Tuesday 26 April 2011

Developer Environment

Setting up a development environment is a relatively simple thing to do, but getting it right is more difficult and is something that should be constantly revised based upon project/sprint retrospectives.  We have gone through several iterations here at Aqueduct, in order to get something that we think it works quite well.

Dev machines
Developers must have good machines. Very Good Machines. Dual monitors are a must.
Tools
Good tools are a must. We use the following:
Resharper 5 – Lifesaver plugin.
VS2010 – Our IDE of choice.
Ants Profiler – For checking for performance issues.
Liquibase,  - For Versioning database changes
Apache bench – For load testing
TortiseSVN / GitBash – For source control management
Visual SVN Server – Takes the pain out of hosting subversion on Windows
            Firebug – The legendary plugin.
NUnit
Selenium
                        NCover
Moq

Source Control
We generally use subversion but we have been experimenting with GIT and Mercurial recently. Personally I like Git and we trailed it on a recent project. Unfortunately, we found that Git has quite a steep learning curve  (compared with subversion) and we chose to trial it of a fairly short project (8-10 weeks) with 5 developers.  I don’t think this was a long enough period for every one to adapt to it and we encountered lots of merge issues and it put everyone on the project under a fair bit of pressure. We are going to persevere with it and trial it on a longer project as we can see the potential benefits.

Test Driven Development
TDD is something we have been pushing at Aqueduct for a while. Although we are not fully there yet, we are getting there.  We generally use Moq and its powerful fluent structure in combination with Nunit to create our tests.
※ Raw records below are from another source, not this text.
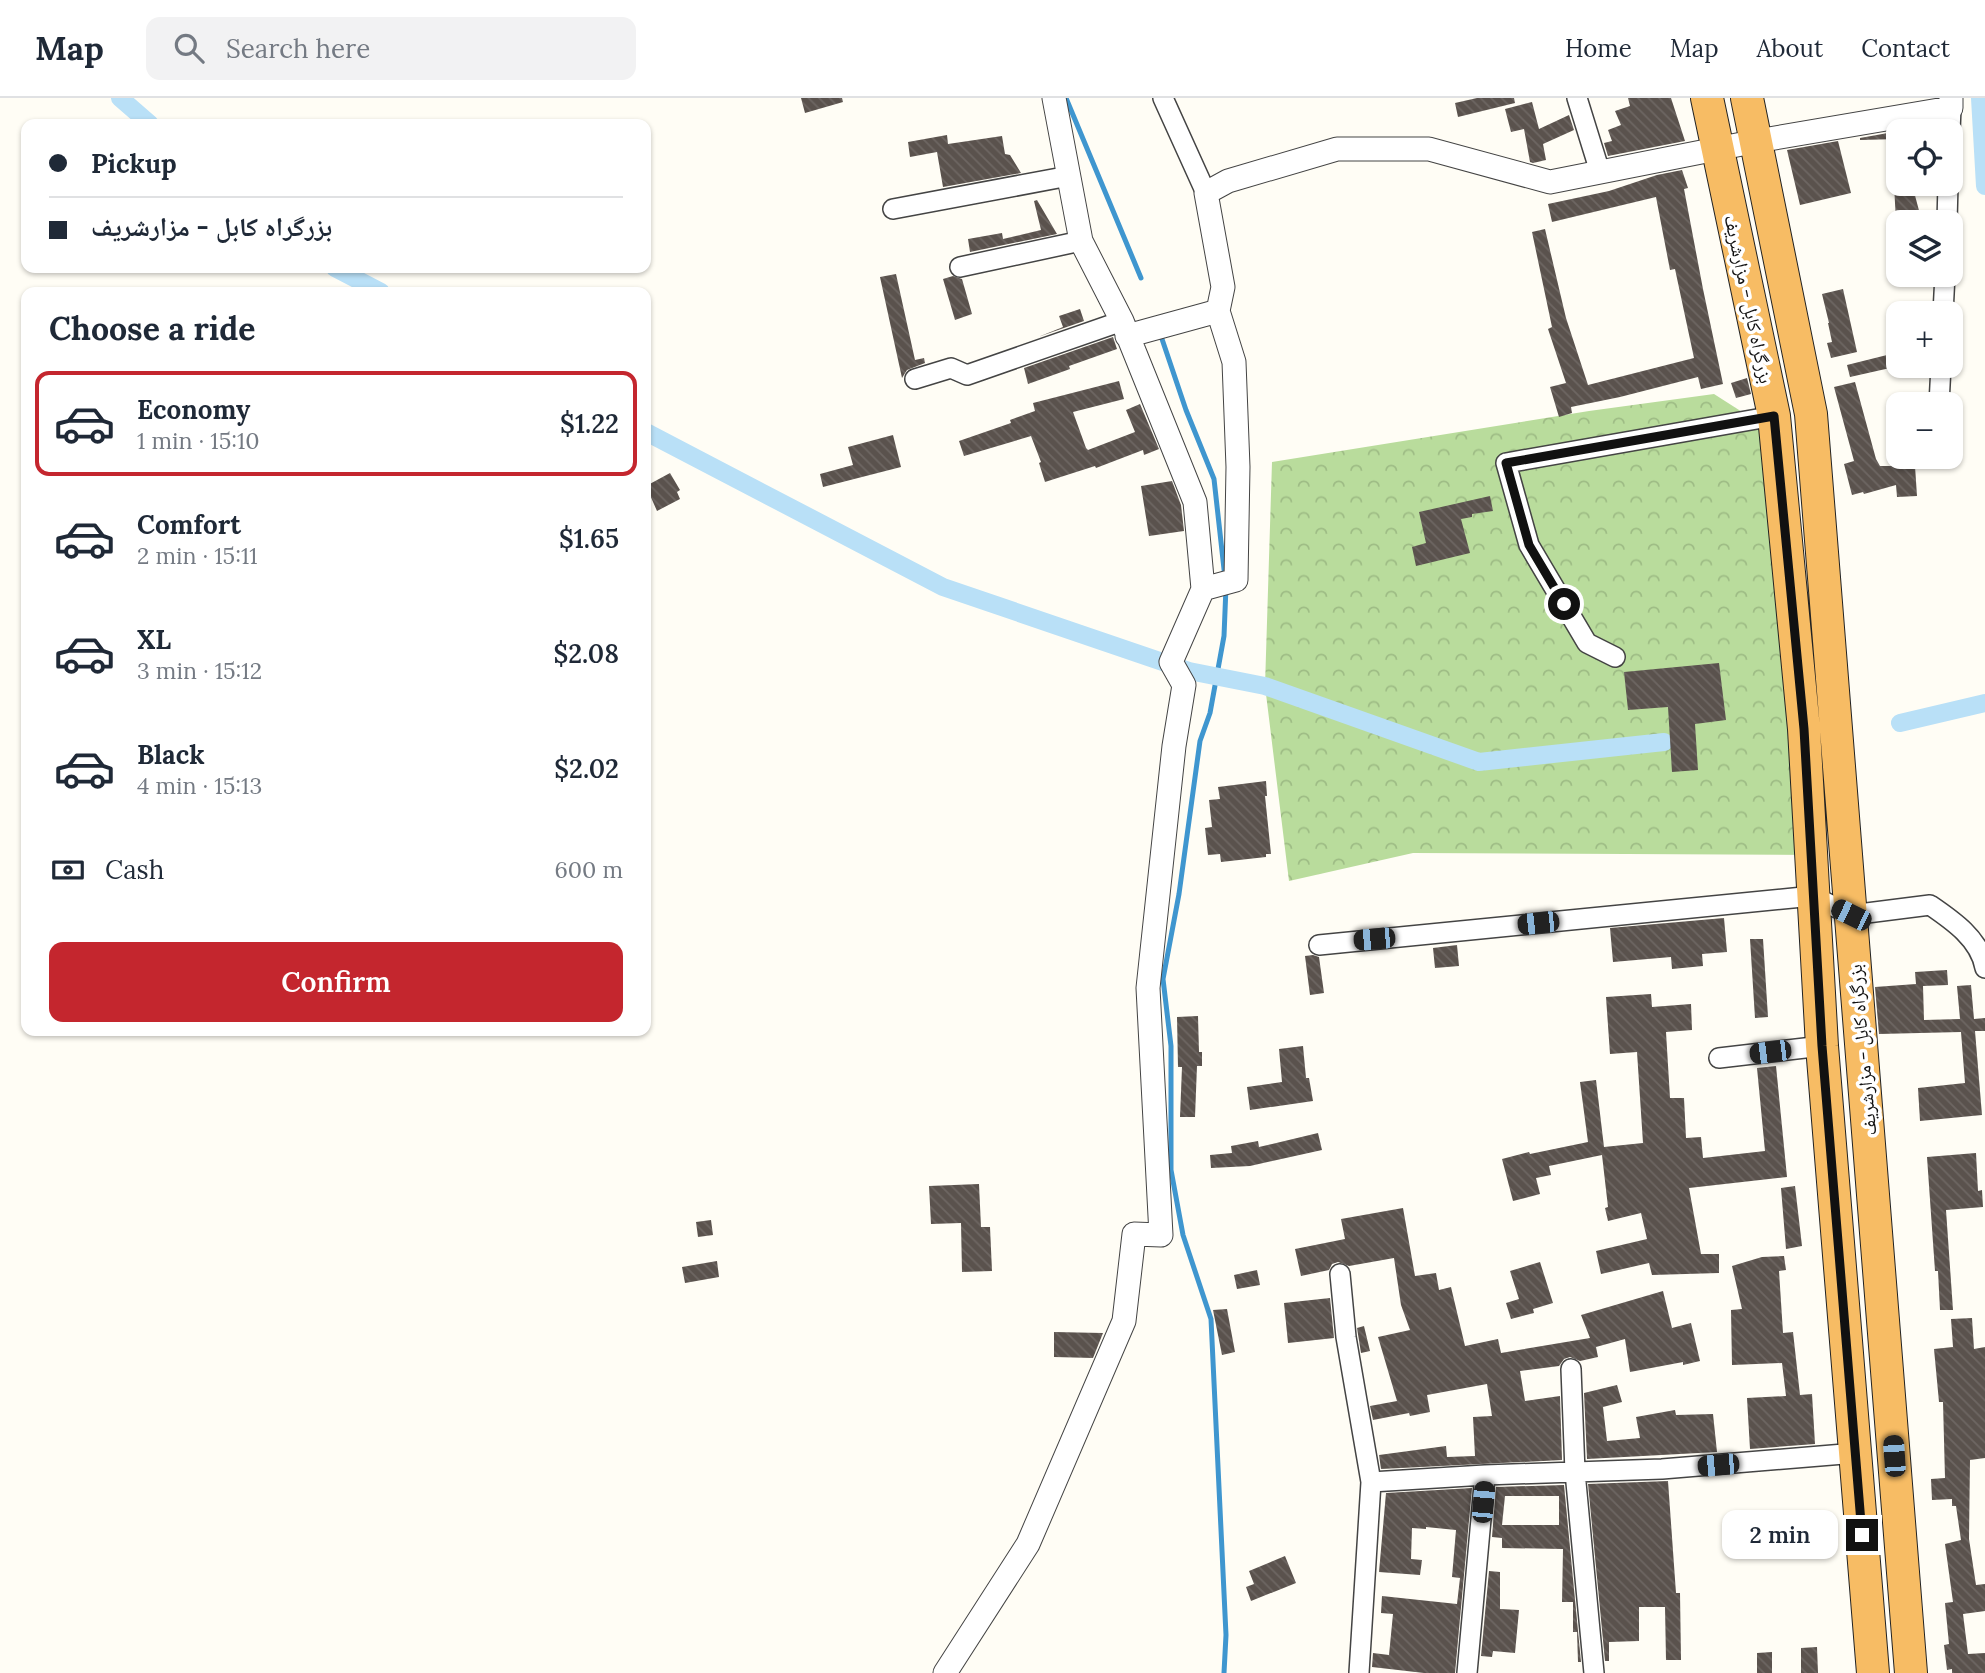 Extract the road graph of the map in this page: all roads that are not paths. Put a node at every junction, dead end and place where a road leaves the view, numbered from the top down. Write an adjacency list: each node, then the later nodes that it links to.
1 (1054, 98): 10 (street)
2 (1163, 98): 11 (street)
3 (1577, 98): 9 (street)
4 (1707, 98): 8 (highway, بزرگراه کابل - مزارشریف)
5 (1747, 98): 7 (highway, بزرگراه کابل - مزارشریف)
6 (1951, 113): 7 (street)
7 (1757, 141): 8 (street); 22 (highway, بزرگراه کابل - مزارشریف)
8 (1717, 148): 9 (street); 18 (highway, بزرگراه کابل - مزارشریف)
9 (1600, 172): 11 (street)
10 (1069, 176): 12 (street); 13 (street)
11 (1206, 193): 15 (street)
12 (893, 209)
13 (1082, 241): 14 (street); 16 (street)
14 (960, 267)
15 (1218, 311): 16 (street); 19 (street)
16 (1124, 329): 17 (street); 19 (street)
17 (915, 379)
18 (1774, 416): 20 (street); 21 (highway, بزرگراه کابل - مزارشریف)
19 (1218, 585): 33 (street)
20 (1615, 657)
21 (1812, 896): 22 (street); 23 (street); 25 (highway, بزرگراه کابل - مزارشریف)
22 (1851, 915): 24 (street); 38 (highway, بزرگراه کابل - مزارشریف)
23 (1319, 945)
24 (1985, 968)
25 (1822, 1046): 26 (street); 29 (highway, بزرگراه کابل - مزارشریف)
26 (1719, 1058)
27 (1340, 1274): 32 (street)
28 (1571, 1369): 30 (street)
29 (1856, 1453): 30 (street); 37 (highway, بزرگراه کابل - مزارشریف)
30 (1576, 1472): 31 (street); 36 (street)
31 (1485, 1475): 32 (street); 35 (street)
32 (1371, 1482): 34 (street)
33 (945, 1673)
34 (1359, 1673)
35 (1467, 1673)
36 (1594, 1673)
37 (1873, 1673)
38 (1911, 1673) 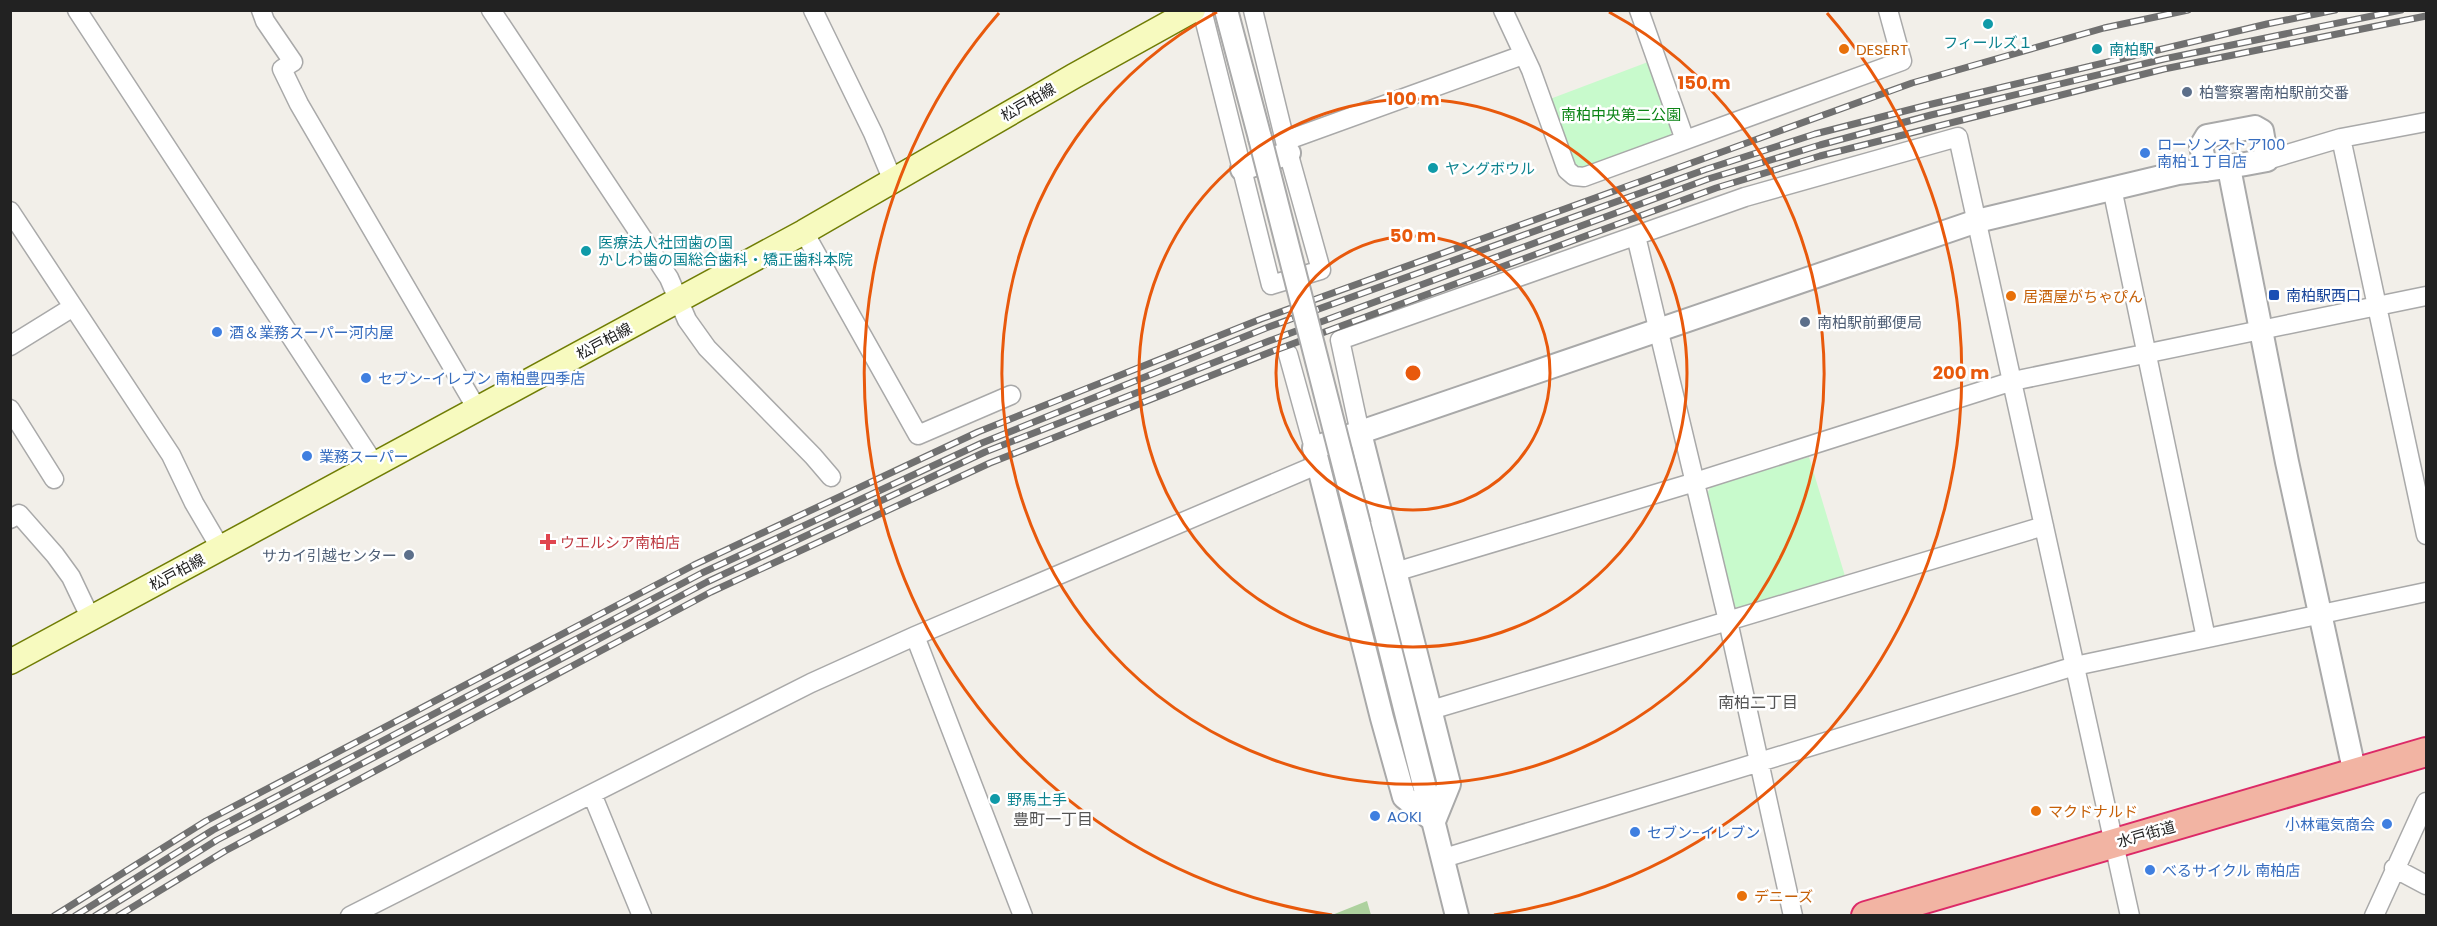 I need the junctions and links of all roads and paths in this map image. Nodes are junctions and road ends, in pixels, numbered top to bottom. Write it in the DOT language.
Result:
graph roads {
  1 [pos="77,10"];
  2 [pos="261,10"];
  3 [pos="491,10"];
  4 [pos="813,10"];
  5 [pos="1193,10"];
  6 [pos="1202,10"];
  7 [pos="1226,10"];
  8 [pos="1253,10"];
  9 [pos="1503,10"];
  10 [pos="1639,10"];
  11 [pos="1888,10"];
  12 [pos="1523,55"];
  13 [pos="2427,122"];
  14 [pos="2341,138"];
  15 [pos="1685,140"];
  16 [pos="1287,147"];
  17 [pos="2267,160"];
  18 [pos="2229,168"];
  19 [pos="1242,170"];
  20 [pos="2206,170"];
  21 [pos="893,182"];
  22 [pos="2112,188"];
  23 [pos="10,211"];
  24 [pos="1977,221"];
  25 [pos="804,232"];
  26 [pos="1636,236"];
  27 [pos="2427,296"];
  28 [pos="678,301"];
  29 [pos="73,307"];
  30 [pos="2377,307"];
  31 [pos="2260,330"];
  32 [pos="1657,331"];
  33 [pos="10,346"];
  34 [pos="1288,354"];
  35 [pos="2147,354"];
  36 [pos="2013,381"];
  37 [pos="1011,395"];
  38 [pos="10,409"];
  39 [pos="477,409"];
  40 [pos="1360,433"];
  41 [pos="1316,456"];
  42 [pos="375,465"];
  43 [pos="831,477"];
  44 [pos="54,479"];
  45 [pos="1695,482"];
  46 [pos="10,519"];
  47 [pos="2044,526"];
  48 [pos="2427,536"];
  49 [pos="221,549"];
  50 [pos="1395,572"];
  51 [pos="2427,592"];
  52 [pos="2320,615"];
  53 [pos="92,619"];
  54 [pos="1728,621"];
  55 [pos="915,636"];
  56 [pos="2206,638"];
  57 [pos="10,662"];
  58 [pos="2075,666"];
  59 [pos="1431,710"];
  60 [pos="2427,752"];
  61 [pos="1760,763"];
  62 [pos="2355,774"];
  63 [pos="592,795"];
  64 [pos="2427,802"];
  65 [pos="1434,821"];
  66 [pos="2113,843"];
  67 [pos="1444,858"];
  68 [pos="2394,868"];
  69 [pos="2427,885"];
  70 [pos="350,915"];
  71 [pos="642,915"];
  72 [pos="1023,915"];
  73 [pos="1457,915"];
  74 [pos="1793,915"];
  75 [pos="1866,915"];
  76 [pos="2130,915"];
  77 [pos="2374,915"];
  1 -- 42 [label="street"];
  2 -- 39 [label="street"];
  3 -- 28 [label="street"];
  4 -- 21 [label="street"];
  5 -- 21 [label="main road, 松戸柏線"];
  6 -- 19 [label="street"];
  7 -- 65 [label="street, bridge"];
  8 -- 16 [label="street"];
  9 -- 12 [label="street"];
  10 -- 15 [label="street"];
  11 -- 15 [label="street"];
  12 -- 15 [label="street"];
  12 -- 16 [label="street"];
  13 -- 14 [label="street"];
  14 -- 17 [label="street"];
  14 -- 30 [label="street"];
  16 -- 19 [label="street"];
  16 -- 19 [label="street"];
  17 -- 18 [label="street"];
  17 -- 20 [label="street"];
  18 -- 20 [label="street"];
  18 -- 31 [label="street"];
  20 -- 22 [label="street"];
  21 -- 25 [label="main road, 松戸柏線"];
  22 -- 24 [label="street"];
  22 -- 35 [label="street"];
  23 -- 29 [label="street"];
  24 -- 26 [label="street"];
  24 -- 32 [label="street"];
  24 -- 36 [label="street"];
  25 -- 28 [label="main road, 松戸柏線"];
  25 -- 37 [label="street"];
  26 -- 32 [label="street"];
  26 -- 40 [label="street"];
  27 -- 30 [label="street"];
  28 -- 39 [label="main road, 松戸柏線"];
  28 -- 43 [label="street"];
  29 -- 33 [label="street"];
  29 -- 49 [label="street"];
  30 -- 31 [label="street"];
  30 -- 48 [label="street"];
  31 -- 35 [label="street"];
  31 -- 52 [label="street"];
  32 -- 40 [label="street"];
  32 -- 45 [label="street"];
  34 -- 41 [label="street"];
  35 -- 36 [label="street"];
  35 -- 56 [label="street"];
  36 -- 45 [label="street"];
  36 -- 47 [label="street"];
  38 -- 44 [label="street"];
  39 -- 42 [label="main road, 松戸柏線"];
  40 -- 41 [label="street"];
  40 -- 50 [label="street"];
  41 -- 55 [label="street"];
  41 -- 65 [label="street"];
  42 -- 49 [label="main road, 松戸柏線"];
  45 -- 50 [label="street"];
  45 -- 54 [label="street"];
  46 -- 53 [label="street"];
  47 -- 54 [label="street"];
  47 -- 58 [label="street"];
  49 -- 53 [label="main road, 松戸柏線"];
  50 -- 59 [label="street"];
  51 -- 52 [label="street"];
  52 -- 56 [label="street"];
  52 -- 62 [label="street"];
  53 -- 57 [label="main road, 松戸柏線"];
  54 -- 59 [label="street"];
  54 -- 61 [label="street"];
  55 -- 63 [label="street"];
  55 -- 72 [label="street"];
  56 -- 58 [label="street"];
  58 -- 61 [label="street"];
  58 -- 66 [label="street"];
  59 -- 65 [label="street"];
  60 -- 62 [label="highway, 水戸街道"];
  61 -- 67 [label="street"];
  61 -- 74 [label="street"];
  62 -- 66 [label="highway, 水戸街道"];
  63 -- 70 [label="street"];
  63 -- 71 [label="street"];
  64 -- 68 [label="street"];
  65 -- 67 [label="street"];
  66 -- 75 [label="highway, 水戸街道"];
  66 -- 76 [label="street"];
  67 -- 73 [label="street"];
  68 -- 69 [label="street"];
  68 -- 77 [label="street"];
}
Mocking in combination with the MVP pattern (where we can’t use MVC) allows us to bypass the problems generally faced when developing with webforms.

Code Coverage
We generally aim for around 50% code coverage on projects.  I personally feel that although having 100% coverage is possible; it is not worth the extra effort. You end up just testing setting properties on a view, which does not really tell you much. I prefer to test the actual business logic.

Continuous Integration
Having a continuous integration setup is at the centre of everything we do.  It allows to know the current status of the code as soon as someone does a check-in, instead of finding issues when we deploy.

We use CruiseControl.Net in combination with CCTray. At the start of each project we setup three different builds.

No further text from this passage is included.